Diagnosis and Follow-up of Pancreatic Diseases
Pancreatic Cancer (See Chapter 58A, Chapter 58B )
The clinical presentation of painless jaundice in a middle-aged individual should immediately raise the clinical suspicion of the presence of a cancer obstructing the common bile duct; this is most commonly due to a cancer of the head of the pancreas. Classic approaches to imaging of masses of the head of the pancreas still have validity, with US being the least invasive test available. If surgical resection is to be considered, MRI is likely to give the best possible local soft-tissue discrimination, allowing for planning of a surgical approach and the best assessment of the pancreatic and biliary ducts. Most solid pancreatic adenocarcinomas are FDG avid (Fig. 15.15), allowing for the screening of patients for unexpected distant disease and for the possibility of assessment of the response of the pancreatic mass to induction therapy, if that is considered appropriate. The implementation of PET CT allows much greater confidence in the localization of focal epigastric FDG uptake to a particular anatomic structure; previously epigastric FDG uptake was described as a regional, rather than an organ-specific, phenomenon.
The mechanism of FDG uptake into cells is exactly the same as for unlabeled glucose, so according to the laws of mass action, a high serum concentration of unlabeled glucose (as seen in diabetics with insulin resistance) reduces the amount of FDG uptake into cancer cells, leading to a reduction in sensitivity. In a study of 106 patients with pancreatic masses, of which 32 were benign, PET showed an overall sensitivity of 85%, a specificity of 84%, a negative predictive value of 71%, and a positive predictive value of 93%. In a subgroup of patients with normal serum glucose levels (n = 72), the results were 98%, 84%, 96%, and 93%, respectively (Zimny et al, 1997). Insulin-sensitive patients also present an interesting problem because incorrect timing of the FDG injection in relation to the insulin injection may lead to much of the injected FDG being driven into muscle, reducing tumor sensitivity.

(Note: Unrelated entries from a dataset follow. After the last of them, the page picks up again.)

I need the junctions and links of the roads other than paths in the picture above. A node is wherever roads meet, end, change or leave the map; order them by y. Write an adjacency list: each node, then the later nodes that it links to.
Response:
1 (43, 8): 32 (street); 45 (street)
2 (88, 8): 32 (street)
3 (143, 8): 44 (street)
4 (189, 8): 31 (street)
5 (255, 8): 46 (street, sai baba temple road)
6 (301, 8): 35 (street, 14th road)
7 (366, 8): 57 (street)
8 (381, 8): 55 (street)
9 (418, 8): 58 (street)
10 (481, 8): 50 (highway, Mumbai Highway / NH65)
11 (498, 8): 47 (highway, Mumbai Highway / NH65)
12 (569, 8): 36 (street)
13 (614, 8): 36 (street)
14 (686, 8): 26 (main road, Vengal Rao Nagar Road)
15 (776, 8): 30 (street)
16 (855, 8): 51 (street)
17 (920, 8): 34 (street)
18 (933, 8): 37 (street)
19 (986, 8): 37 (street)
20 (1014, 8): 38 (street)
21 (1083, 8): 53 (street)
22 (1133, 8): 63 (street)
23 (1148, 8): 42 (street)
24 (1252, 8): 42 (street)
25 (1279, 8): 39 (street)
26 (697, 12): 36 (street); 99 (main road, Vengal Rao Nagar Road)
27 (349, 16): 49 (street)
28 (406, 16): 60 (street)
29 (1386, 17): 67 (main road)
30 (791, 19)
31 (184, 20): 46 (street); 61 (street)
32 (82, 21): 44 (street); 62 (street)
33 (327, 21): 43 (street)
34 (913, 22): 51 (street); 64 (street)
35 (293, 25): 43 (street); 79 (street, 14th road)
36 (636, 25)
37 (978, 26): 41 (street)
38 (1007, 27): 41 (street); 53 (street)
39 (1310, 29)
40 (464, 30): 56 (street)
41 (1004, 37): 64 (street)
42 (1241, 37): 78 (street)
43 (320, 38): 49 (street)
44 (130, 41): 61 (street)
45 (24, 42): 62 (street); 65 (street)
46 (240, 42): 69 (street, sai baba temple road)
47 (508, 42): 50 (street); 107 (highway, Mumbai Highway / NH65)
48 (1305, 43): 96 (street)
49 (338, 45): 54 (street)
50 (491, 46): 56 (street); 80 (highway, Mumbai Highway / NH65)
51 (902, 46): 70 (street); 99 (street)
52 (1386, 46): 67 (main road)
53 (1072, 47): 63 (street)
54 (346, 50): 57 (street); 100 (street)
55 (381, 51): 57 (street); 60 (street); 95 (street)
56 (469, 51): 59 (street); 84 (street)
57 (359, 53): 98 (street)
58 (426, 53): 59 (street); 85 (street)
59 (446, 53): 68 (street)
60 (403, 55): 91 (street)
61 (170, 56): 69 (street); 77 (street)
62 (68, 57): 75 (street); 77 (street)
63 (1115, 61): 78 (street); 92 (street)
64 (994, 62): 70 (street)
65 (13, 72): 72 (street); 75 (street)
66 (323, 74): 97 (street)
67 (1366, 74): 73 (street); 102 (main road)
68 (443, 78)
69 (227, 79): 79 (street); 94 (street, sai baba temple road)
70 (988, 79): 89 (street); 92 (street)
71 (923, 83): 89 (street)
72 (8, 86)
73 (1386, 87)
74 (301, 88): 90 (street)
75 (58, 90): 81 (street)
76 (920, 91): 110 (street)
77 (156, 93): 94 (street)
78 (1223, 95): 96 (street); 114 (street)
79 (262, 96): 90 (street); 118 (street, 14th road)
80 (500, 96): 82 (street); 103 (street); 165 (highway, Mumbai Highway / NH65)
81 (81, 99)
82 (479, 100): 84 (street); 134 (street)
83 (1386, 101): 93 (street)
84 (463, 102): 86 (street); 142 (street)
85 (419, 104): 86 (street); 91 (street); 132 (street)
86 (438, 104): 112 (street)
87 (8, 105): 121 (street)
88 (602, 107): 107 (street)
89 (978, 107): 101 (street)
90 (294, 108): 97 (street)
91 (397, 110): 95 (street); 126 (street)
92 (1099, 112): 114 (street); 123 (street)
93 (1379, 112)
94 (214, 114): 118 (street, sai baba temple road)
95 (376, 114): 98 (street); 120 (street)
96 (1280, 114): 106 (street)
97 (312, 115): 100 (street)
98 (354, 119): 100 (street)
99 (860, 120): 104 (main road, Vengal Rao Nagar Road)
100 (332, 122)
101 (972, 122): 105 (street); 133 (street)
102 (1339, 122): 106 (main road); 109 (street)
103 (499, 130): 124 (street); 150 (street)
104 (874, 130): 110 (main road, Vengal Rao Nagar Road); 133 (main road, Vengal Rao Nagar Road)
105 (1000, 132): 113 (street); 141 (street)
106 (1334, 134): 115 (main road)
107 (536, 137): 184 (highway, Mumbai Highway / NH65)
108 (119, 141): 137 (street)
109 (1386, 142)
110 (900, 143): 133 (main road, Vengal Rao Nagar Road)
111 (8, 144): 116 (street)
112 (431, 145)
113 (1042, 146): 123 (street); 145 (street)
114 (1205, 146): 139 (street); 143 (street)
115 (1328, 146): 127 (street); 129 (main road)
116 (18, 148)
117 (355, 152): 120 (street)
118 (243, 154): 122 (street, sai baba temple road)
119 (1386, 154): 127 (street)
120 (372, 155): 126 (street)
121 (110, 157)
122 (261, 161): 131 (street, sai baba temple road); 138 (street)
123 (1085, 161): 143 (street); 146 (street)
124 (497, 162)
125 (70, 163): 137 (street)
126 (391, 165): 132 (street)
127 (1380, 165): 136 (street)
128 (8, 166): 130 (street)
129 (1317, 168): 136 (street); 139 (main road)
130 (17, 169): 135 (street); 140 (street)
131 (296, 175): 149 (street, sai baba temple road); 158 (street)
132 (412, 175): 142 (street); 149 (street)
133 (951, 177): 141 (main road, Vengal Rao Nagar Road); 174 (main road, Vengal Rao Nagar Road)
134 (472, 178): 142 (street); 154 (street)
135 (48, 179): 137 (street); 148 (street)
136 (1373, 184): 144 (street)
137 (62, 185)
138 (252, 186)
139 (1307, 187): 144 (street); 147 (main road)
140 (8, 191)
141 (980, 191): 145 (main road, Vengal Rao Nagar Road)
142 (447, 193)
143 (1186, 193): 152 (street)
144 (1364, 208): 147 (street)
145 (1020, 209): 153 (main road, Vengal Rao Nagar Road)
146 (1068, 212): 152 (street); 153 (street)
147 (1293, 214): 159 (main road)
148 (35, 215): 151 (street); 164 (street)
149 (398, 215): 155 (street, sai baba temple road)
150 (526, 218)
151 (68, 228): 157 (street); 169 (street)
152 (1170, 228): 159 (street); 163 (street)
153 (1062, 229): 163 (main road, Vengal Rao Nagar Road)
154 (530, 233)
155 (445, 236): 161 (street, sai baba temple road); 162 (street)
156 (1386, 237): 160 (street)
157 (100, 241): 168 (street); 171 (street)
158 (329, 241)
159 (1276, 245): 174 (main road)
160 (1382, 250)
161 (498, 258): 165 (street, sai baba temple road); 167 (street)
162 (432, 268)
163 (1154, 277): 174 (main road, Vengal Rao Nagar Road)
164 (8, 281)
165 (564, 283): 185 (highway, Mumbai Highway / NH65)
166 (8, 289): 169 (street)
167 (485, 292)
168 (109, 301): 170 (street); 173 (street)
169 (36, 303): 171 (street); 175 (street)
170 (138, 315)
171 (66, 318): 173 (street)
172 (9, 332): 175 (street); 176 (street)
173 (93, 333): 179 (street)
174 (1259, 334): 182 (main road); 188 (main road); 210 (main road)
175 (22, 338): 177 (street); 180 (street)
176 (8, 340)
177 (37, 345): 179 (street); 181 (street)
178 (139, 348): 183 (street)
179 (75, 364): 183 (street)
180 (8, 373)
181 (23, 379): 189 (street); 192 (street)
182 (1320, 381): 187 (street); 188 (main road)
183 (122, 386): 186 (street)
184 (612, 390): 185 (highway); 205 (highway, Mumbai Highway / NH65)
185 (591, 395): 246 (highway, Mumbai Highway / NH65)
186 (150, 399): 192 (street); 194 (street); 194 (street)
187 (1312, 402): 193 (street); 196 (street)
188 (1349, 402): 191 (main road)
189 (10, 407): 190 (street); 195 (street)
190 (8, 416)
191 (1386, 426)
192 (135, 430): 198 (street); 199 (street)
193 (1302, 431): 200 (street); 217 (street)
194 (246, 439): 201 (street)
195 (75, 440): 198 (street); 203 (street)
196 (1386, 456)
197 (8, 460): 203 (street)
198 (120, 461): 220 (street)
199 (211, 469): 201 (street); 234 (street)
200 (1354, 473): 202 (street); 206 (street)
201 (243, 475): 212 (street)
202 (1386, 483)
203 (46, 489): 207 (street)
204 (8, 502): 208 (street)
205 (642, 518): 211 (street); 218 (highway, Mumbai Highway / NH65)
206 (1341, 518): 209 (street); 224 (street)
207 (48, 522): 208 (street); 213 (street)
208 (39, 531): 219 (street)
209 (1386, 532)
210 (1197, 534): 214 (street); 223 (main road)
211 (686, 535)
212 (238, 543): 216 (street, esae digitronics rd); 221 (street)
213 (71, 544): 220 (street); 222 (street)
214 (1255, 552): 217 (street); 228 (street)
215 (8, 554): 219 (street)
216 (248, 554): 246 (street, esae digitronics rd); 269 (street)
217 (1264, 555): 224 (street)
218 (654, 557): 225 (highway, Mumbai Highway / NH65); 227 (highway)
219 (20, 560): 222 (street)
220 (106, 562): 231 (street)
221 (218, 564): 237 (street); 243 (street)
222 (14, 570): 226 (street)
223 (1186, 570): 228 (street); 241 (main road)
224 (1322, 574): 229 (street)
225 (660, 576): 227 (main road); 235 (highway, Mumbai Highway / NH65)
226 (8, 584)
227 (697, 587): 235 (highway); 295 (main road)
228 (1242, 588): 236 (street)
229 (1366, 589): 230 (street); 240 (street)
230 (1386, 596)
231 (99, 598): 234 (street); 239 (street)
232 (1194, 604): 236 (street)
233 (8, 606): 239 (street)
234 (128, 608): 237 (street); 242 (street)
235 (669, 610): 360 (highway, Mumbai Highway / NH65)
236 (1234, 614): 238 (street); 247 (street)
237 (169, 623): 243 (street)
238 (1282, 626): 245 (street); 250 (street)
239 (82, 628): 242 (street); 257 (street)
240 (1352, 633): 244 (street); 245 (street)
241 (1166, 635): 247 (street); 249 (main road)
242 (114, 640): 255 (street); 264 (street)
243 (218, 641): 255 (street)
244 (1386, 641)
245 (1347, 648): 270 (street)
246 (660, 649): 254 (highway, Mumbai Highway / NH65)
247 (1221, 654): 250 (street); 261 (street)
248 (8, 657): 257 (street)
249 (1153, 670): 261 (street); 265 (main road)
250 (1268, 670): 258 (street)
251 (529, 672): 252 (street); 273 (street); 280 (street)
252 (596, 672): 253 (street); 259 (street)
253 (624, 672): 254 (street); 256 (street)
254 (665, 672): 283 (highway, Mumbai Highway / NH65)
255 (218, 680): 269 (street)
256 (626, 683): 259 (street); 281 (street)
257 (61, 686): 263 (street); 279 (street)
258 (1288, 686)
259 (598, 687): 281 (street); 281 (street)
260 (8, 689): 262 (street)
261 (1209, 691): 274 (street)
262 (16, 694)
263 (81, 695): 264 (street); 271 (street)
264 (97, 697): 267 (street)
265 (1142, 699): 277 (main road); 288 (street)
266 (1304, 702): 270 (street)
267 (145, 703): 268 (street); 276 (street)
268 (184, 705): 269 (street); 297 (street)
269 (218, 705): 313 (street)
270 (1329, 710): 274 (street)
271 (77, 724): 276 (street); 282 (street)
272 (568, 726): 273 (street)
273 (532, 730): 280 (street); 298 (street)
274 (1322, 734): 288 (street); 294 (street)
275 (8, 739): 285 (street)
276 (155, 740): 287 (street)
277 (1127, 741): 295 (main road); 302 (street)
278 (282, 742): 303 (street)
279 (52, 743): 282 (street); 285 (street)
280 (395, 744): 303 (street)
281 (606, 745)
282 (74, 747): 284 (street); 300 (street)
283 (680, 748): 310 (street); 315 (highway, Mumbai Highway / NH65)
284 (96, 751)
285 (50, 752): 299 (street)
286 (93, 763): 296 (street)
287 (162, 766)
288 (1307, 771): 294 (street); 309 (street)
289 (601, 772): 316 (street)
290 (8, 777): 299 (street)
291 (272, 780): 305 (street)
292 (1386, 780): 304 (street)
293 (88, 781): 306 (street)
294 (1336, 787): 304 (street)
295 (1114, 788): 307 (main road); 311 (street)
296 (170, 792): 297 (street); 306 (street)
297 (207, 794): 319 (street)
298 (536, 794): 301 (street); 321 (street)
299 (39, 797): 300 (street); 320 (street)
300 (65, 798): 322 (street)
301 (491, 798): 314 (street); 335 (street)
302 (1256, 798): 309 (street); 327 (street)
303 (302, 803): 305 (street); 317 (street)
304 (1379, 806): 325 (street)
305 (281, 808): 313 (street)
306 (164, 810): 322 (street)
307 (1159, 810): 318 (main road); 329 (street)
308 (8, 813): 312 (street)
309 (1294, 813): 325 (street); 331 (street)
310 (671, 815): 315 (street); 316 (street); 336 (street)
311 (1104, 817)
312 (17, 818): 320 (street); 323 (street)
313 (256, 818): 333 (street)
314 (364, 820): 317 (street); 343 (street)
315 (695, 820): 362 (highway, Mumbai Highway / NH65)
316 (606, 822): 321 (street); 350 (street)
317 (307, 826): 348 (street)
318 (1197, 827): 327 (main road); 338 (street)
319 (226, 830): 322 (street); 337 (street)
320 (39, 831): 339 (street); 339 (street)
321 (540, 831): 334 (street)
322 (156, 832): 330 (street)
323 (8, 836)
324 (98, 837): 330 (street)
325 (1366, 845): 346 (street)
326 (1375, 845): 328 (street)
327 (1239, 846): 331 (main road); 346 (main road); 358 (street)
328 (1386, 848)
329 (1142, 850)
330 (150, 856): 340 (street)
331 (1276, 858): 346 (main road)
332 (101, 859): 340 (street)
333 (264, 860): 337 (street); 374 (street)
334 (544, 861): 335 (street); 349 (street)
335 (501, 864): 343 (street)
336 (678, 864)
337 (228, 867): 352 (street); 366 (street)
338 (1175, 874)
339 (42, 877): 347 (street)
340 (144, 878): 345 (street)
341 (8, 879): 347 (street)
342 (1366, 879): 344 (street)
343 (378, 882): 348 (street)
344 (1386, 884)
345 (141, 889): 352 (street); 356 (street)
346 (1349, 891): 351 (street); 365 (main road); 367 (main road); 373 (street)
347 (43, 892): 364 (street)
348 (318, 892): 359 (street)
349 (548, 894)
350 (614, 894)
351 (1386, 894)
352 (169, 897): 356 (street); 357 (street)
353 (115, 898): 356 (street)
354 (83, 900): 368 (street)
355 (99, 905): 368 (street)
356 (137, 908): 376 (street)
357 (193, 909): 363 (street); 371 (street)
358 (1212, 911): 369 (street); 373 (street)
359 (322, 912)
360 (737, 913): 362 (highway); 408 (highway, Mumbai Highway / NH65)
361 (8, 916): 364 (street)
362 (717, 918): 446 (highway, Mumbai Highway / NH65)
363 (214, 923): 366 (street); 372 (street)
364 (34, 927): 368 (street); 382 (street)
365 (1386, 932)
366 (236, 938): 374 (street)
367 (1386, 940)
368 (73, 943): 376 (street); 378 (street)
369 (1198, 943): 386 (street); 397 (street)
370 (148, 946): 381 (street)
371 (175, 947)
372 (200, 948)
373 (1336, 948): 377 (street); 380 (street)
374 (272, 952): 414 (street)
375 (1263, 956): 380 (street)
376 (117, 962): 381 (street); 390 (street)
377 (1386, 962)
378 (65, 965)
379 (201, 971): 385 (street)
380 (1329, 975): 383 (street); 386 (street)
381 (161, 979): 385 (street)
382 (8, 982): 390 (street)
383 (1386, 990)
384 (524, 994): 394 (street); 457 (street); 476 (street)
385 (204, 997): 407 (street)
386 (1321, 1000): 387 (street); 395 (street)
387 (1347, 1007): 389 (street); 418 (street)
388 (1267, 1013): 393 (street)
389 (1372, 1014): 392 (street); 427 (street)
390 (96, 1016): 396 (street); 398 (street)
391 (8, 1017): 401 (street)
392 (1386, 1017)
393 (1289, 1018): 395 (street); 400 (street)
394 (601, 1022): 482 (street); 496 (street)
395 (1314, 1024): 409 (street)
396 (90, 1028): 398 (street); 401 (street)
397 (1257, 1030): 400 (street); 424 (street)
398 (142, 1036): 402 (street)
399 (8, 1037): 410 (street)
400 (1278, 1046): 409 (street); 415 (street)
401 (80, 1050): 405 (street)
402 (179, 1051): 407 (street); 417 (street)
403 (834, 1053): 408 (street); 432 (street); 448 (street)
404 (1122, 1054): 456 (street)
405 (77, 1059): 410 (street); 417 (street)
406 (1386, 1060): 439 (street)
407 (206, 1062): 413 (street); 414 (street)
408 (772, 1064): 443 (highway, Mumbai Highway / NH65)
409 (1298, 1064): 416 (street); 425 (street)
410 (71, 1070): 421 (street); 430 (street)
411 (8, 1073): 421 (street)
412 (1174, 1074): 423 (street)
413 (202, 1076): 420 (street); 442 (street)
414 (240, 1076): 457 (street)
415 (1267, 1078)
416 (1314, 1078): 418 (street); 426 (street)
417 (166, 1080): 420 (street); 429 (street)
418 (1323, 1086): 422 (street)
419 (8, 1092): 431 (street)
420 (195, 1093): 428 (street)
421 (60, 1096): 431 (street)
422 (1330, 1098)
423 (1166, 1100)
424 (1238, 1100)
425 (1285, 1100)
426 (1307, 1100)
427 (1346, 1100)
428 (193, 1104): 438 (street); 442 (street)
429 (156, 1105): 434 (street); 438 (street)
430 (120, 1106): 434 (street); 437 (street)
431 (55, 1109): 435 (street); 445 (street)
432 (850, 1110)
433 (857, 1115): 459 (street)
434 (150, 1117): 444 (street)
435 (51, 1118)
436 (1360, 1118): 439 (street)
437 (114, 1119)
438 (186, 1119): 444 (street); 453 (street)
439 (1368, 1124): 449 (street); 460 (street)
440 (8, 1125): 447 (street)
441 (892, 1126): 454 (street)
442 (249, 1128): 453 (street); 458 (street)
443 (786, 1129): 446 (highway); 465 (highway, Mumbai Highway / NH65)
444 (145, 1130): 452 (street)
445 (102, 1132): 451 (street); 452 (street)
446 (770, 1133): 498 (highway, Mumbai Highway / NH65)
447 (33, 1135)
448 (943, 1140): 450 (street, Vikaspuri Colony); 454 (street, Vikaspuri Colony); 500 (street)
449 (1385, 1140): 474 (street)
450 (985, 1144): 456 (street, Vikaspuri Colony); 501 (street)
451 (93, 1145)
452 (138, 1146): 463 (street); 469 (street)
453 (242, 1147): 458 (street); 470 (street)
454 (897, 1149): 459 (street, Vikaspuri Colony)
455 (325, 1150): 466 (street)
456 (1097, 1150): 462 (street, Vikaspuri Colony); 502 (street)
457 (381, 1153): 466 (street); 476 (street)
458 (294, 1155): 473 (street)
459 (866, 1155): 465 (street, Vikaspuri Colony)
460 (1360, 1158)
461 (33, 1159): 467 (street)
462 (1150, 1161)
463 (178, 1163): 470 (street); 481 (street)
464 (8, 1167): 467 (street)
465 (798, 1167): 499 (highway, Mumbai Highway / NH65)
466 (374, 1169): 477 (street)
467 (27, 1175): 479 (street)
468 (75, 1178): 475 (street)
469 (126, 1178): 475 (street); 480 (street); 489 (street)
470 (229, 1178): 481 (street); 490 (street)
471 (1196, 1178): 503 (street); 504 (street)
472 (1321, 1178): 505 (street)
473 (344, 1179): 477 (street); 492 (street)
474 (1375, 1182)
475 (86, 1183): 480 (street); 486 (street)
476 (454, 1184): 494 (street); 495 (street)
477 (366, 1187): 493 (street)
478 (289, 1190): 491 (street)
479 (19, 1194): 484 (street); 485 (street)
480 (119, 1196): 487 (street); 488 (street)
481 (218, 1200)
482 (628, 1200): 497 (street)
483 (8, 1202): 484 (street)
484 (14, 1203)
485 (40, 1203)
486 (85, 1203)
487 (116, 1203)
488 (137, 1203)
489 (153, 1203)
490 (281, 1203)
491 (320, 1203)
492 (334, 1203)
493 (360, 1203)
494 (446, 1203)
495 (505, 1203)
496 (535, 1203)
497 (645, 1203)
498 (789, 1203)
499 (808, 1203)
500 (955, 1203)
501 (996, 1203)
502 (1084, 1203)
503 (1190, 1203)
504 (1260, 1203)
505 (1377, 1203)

Cystic pancreatic masses (see Chapter 57) present a difficult imaging problem, because they consist of a thin layer of cells surrounding a large void (Fig. 15.16). A large report of 599 patients with cystic masses of the pancreas found 280 (46.8%) were pseudocysts, 102 (17%) were intraductal papillary mucinous tumors, 100 (16.7%) were serous tumors, 62 (10.4%) were mucinous tumors, 39 (6.5%) were mucinous cystadenocarcinoma, and 16 (2.7%) were solid papillary cystic tumors (Bassi et al, 2003). Clues that a cystic mass of the pancreas may be neoplastic, rather than due to a pseudocyst, include the absence of symptoms (Fernandez-del Castillo et al, 2003) and the presence of calcification in the wall of the cyst, rather than the entire pancreas, as is seen in chronic pancreatitis. Multiloculated cystic lesions favor a neoplastic origin, rather than the single cyst seen in a pseudocyst.